O Monitor do PIB-FGV aponta retração de 0,6% na atividade econômica em julho comparado a junho, na análise da série com ajuste sazonal. Na comparação interanual, a economia cresceu 1,7% em julho e 2,2% no trimestre findo em julho. A taxa acumulada em 12 meses até julho foi de 2,9%. Os dados foram divulgados nesta terça-feira, 16, pelo Instituto Brasileiro de Economia da Fundação Getulio Vargas (FGV/Ibre). Em termos monetários, a estimativa é que o PIB em valores correntes, no acumulado até julho de 2025, tenha sido de R$ 7,269 trilhões.

“A retração de 0,6% da economia em julho, em comparação a junho, é reflexo de quedas em diversos componentes do PIB. Pela ótica da produção, a agropecuária e a indústria retraíram e, pela ótica da demanda, o consumo das famílias e os investimentos também registraram quedas. Destaca-se a resiliência do setor de serviços, que cresceu nos sete primeiros meses do ano. Embora, em julho, os serviços tenham ficado praticamente estagnados (0,1%), se mantiveram em terreno positivo, mesmo com o evidente contexto de desaceleração da economia”, segundo Juliana Trece, coordenadora da pesquisa.

CONDUMO DAS FAMÍLIAS

A desaceleração do consumo das famílias, iniciada no segundo semestre de 2024, alcançou, no trimestre terminado em julho, a menor taxa de variação (1,4%), desde o trimestre móvel terminado em fevereiro de 2022 (0,7%). Destaca-se a contribuição do consumo de não duráveis, a primeira taxa negativa desde o trimestre terminado em março de 2022. Os demais componentes do consumo contribuíram positivamente para o resultado.

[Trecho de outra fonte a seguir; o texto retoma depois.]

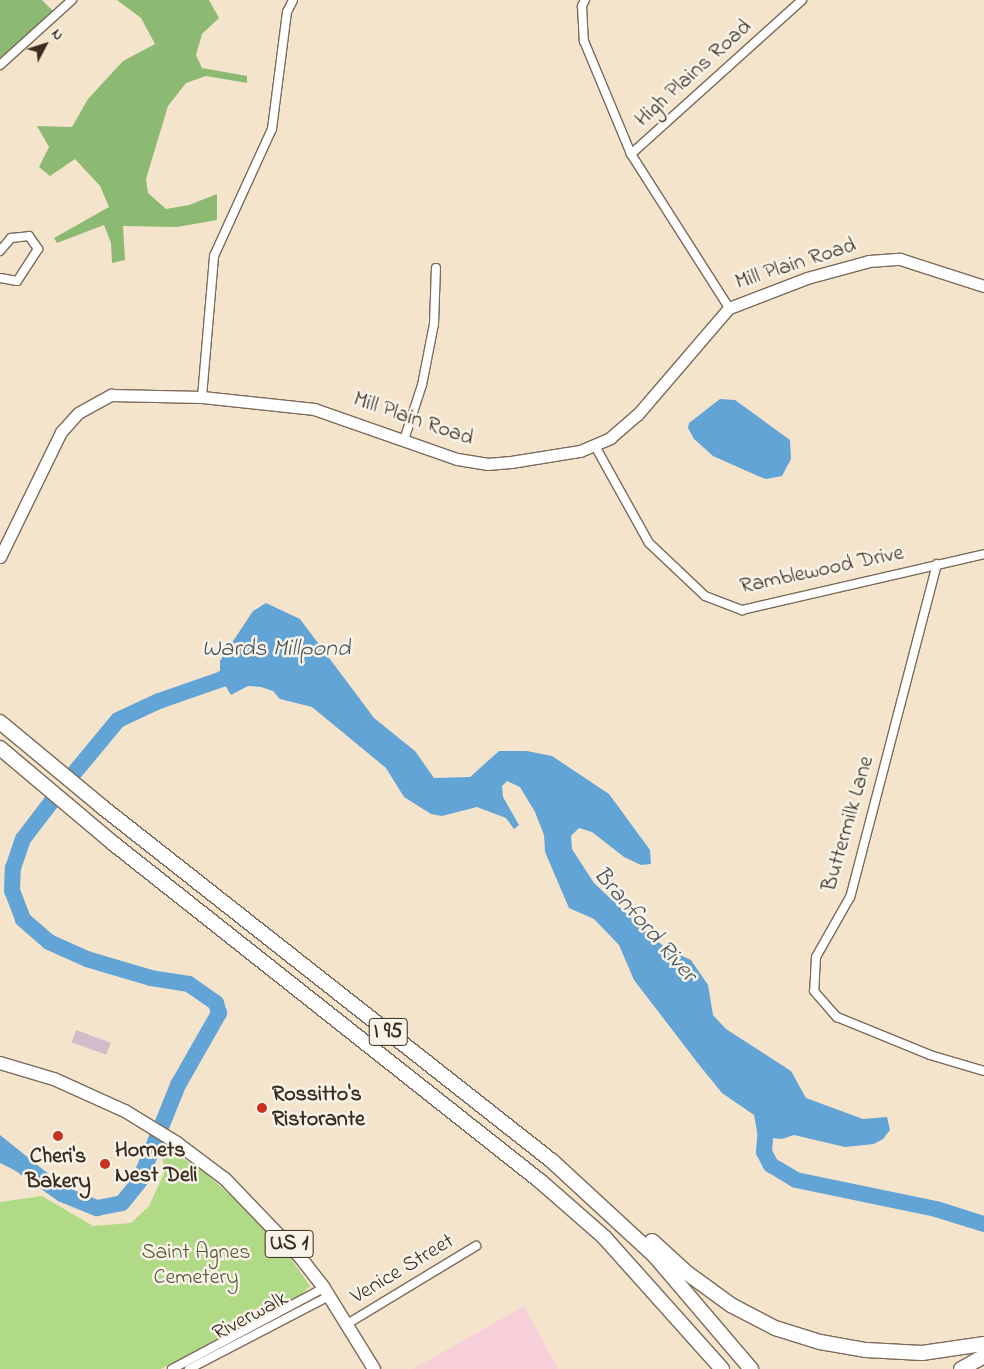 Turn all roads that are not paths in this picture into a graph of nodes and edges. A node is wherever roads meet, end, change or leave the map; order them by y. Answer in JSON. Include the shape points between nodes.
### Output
{"nodes":[{"id":1,"x":72,"y":0,"type":"edge"},
{"id":2,"x":293,"y":0,"type":"edge"},
{"id":3,"x":585,"y":0,"type":"edge"},
{"id":4,"x":802,"y":0,"type":"edge"},
{"id":5,"x":0,"y":66,"type":"edge"},
{"id":6,"x":631,"y":154,"type":"junction"},
{"id":7,"x":0,"y":251,"type":"edge"},
{"id":8,"x":436,"y":268,"type":"dead end"},
{"id":9,"x":0,"y":278,"type":"edge"},
{"id":10,"x":984,"y":286,"type":"edge"},
{"id":11,"x":729,"y":308,"type":"junction"},
{"id":12,"x":202,"y":397,"type":"junction"},
{"id":13,"x":404,"y":440,"type":"junction"},
{"id":14,"x":595,"y":446,"type":"junction"},
{"id":15,"x":984,"y":554,"type":"edge"},
{"id":16,"x":0,"y":557,"type":"edge"},
{"id":17,"x":937,"y":564,"type":"junction"},
{"id":18,"x":0,"y":722,"type":"edge"},
{"id":19,"x":0,"y":748,"type":"edge"},
{"id":20,"x":0,"y":1063,"type":"edge"},
{"id":21,"x":984,"y":1071,"type":"edge"},
{"id":22,"x":552,"y":1161,"type":"junction"},
{"id":23,"x":476,"y":1246,"type":"dead end"},
{"id":24,"x":326,"y":1292,"type":"junction"},
{"id":25,"x":347,"y":1324,"type":"junction"},
{"id":26,"x":984,"y":1344,"type":"edge"},
{"id":27,"x":984,"y":1356,"type":"edge"},
{"id":28,"x":172,"y":1369,"type":"edge"},
{"id":29,"x":189,"y":1369,"type":"edge"},
{"id":30,"x":374,"y":1369,"type":"edge"},
{"id":31,"x":722,"y":1369,"type":"edge"},
{"id":32,"x":751,"y":1369,"type":"edge"},
{"id":33,"x":961,"y":1369,"type":"edge"}],
"edges":[{"from":1,"to":5,"type":"street"},
{"from":2,"to":12,"type":"street","via":[[287,12],[272,129],[214,256]]},
{"from":3,"to":6,"type":"street","via":[[582,6],[584,41]]},
{"from":4,"to":6,"type":"street","name":"High Plains Road"},
{"from":6,"to":11,"type":"street"},
{"from":7,"to":9,"type":"street","via":[[11,238],[29,236],[38,249],[17,281]]},
{"from":8,"to":13,"type":"street","via":[[434,324],[422,385]]},
{"from":10,"to":11,"type":"street","name":"Mill Plain Road","via":[[900,259],[869,261],[807,278]]},
{"from":11,"to":14,"type":"street","name":"Mill Plain Road","via":[[624,428]]},
{"from":12,"to":13,"type":"street","name":"Mill Plain Road","via":[[314,409]]},
{"from":12,"to":16,"type":"street","name":"Mill Plain Road","via":[[125,392],[98,399],[78,413],[55,440]]},
{"from":13,"to":14,"type":"street","name":"Mill Plain Road","via":[[457,459],[487,464],[559,455]]},
{"from":14,"to":17,"type":"street","name":"Ramblewood Drive","via":[[649,543],[705,596],[742,610]]},
{"from":15,"to":17,"type":"street","name":"Ramblewood Drive"},
{"from":17,"to":21,"type":"street","name":"Buttermilk Lane","via":[[850,896],[816,957],[814,991],[837,1017],[930,1055]]},
{"from":18,"to":22,"type":"highway","number":"I 95","via":[[101,806]]},
{"from":19,"to":31,"type":"highway","number":"I 95","via":[[114,844],[540,1181],[604,1237]]},
{"from":20,"to":24,"type":"main road","number":"US 1","via":[[82,1090],[177,1143],[225,1179],[262,1214]]},
{"from":22,"to":26,"type":"highway","via":[[618,1211],[687,1273],[731,1305],[775,1328],[820,1342],[866,1350],[922,1353]]},
{"from":22,"to":32,"type":"highway","number":"I 95","via":[[654,1255]]},
{"from":23,"to":25,"type":"street","name":"Venice Street"},
{"from":24,"to":25,"type":"main road","number":"US 1"},
{"from":24,"to":28,"type":"street","name":"Riverwalk"},
{"from":24,"to":29,"type":"street","name":"Riverwalk"},
{"from":25,"to":30,"type":"main road","number":"US 1"},
{"from":27,"to":33,"type":"highway"}]} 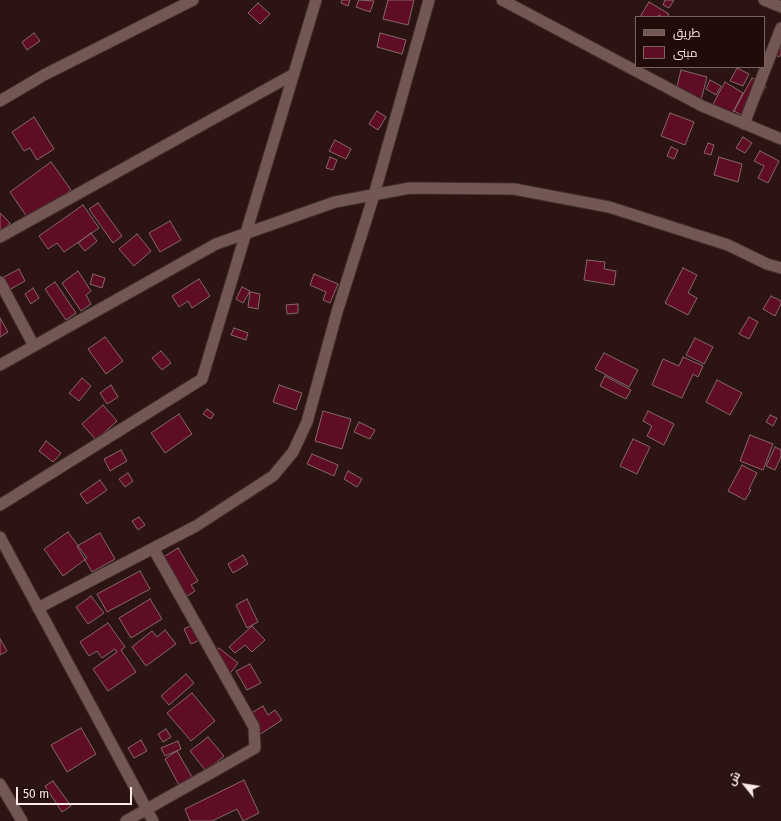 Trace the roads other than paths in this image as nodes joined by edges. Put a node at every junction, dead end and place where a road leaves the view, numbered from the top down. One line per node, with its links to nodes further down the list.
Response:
1 (193, 0): 9 (street)
2 (316, 0): 8 (street)
3 (428, 0): 12 (street)
4 (502, 0): 10 (street)
5 (764, 0): 6 (street)
6 (781, 6)
7 (781, 28): 10 (street)
8 (294, 74): 13 (street); 14 (street)
9 (0, 101)
10 (744, 124): 11 (street)
11 (781, 139)
12 (374, 195): 13 (street); 15 (street); 21 (street)
13 (246, 234): 17 (street); 19 (street)
14 (0, 237)
15 (781, 268)
16 (0, 282): 17 (street)
17 (34, 346): 18 (street)
18 (0, 365)
19 (0, 504)
20 (0, 537): 22 (street)
21 (153, 548): 22 (street); 24 (street)
22 (38, 608): 24 (street)
23 (0, 784): 25 (street)
24 (147, 809): 26 (street); 27 (street)
25 (22, 821)
26 (126, 821)
27 (153, 821)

O crescimento da Formação Bruta de Capital Fixo (FBCF) foi observado em todos os seus segmentos. Apesar disso, é notável a trajetória declinante deste componente desde o início do ano. O segmento de construção e, principalmente, o de máquinas e equipamentos têm reduzido as suas contribuições positivas ao longo do ano, o que tem colaborado para a desaceleração da FBCF.

EXPORTAÇÃO

A intensificação observada no crescimento das exportações é explicada, principalmente, pelo aumento das contribuições positivas nas exportações de produtos da extrativa, bens intermediários e bens de capital. A única contribuição negativa foi a exportação de produtos agropecuários.

O crescimento das importações no trimestre foi, majoritariamente, devido ao bom desempenho nas importações de bens intermediários. Embora em magnitudes menores, a maior parte dos segmentos das importações também contribuiu positivamente para o resultado deste componente, sendo apenas negativa a contribuição das importações de produtos da extrativa.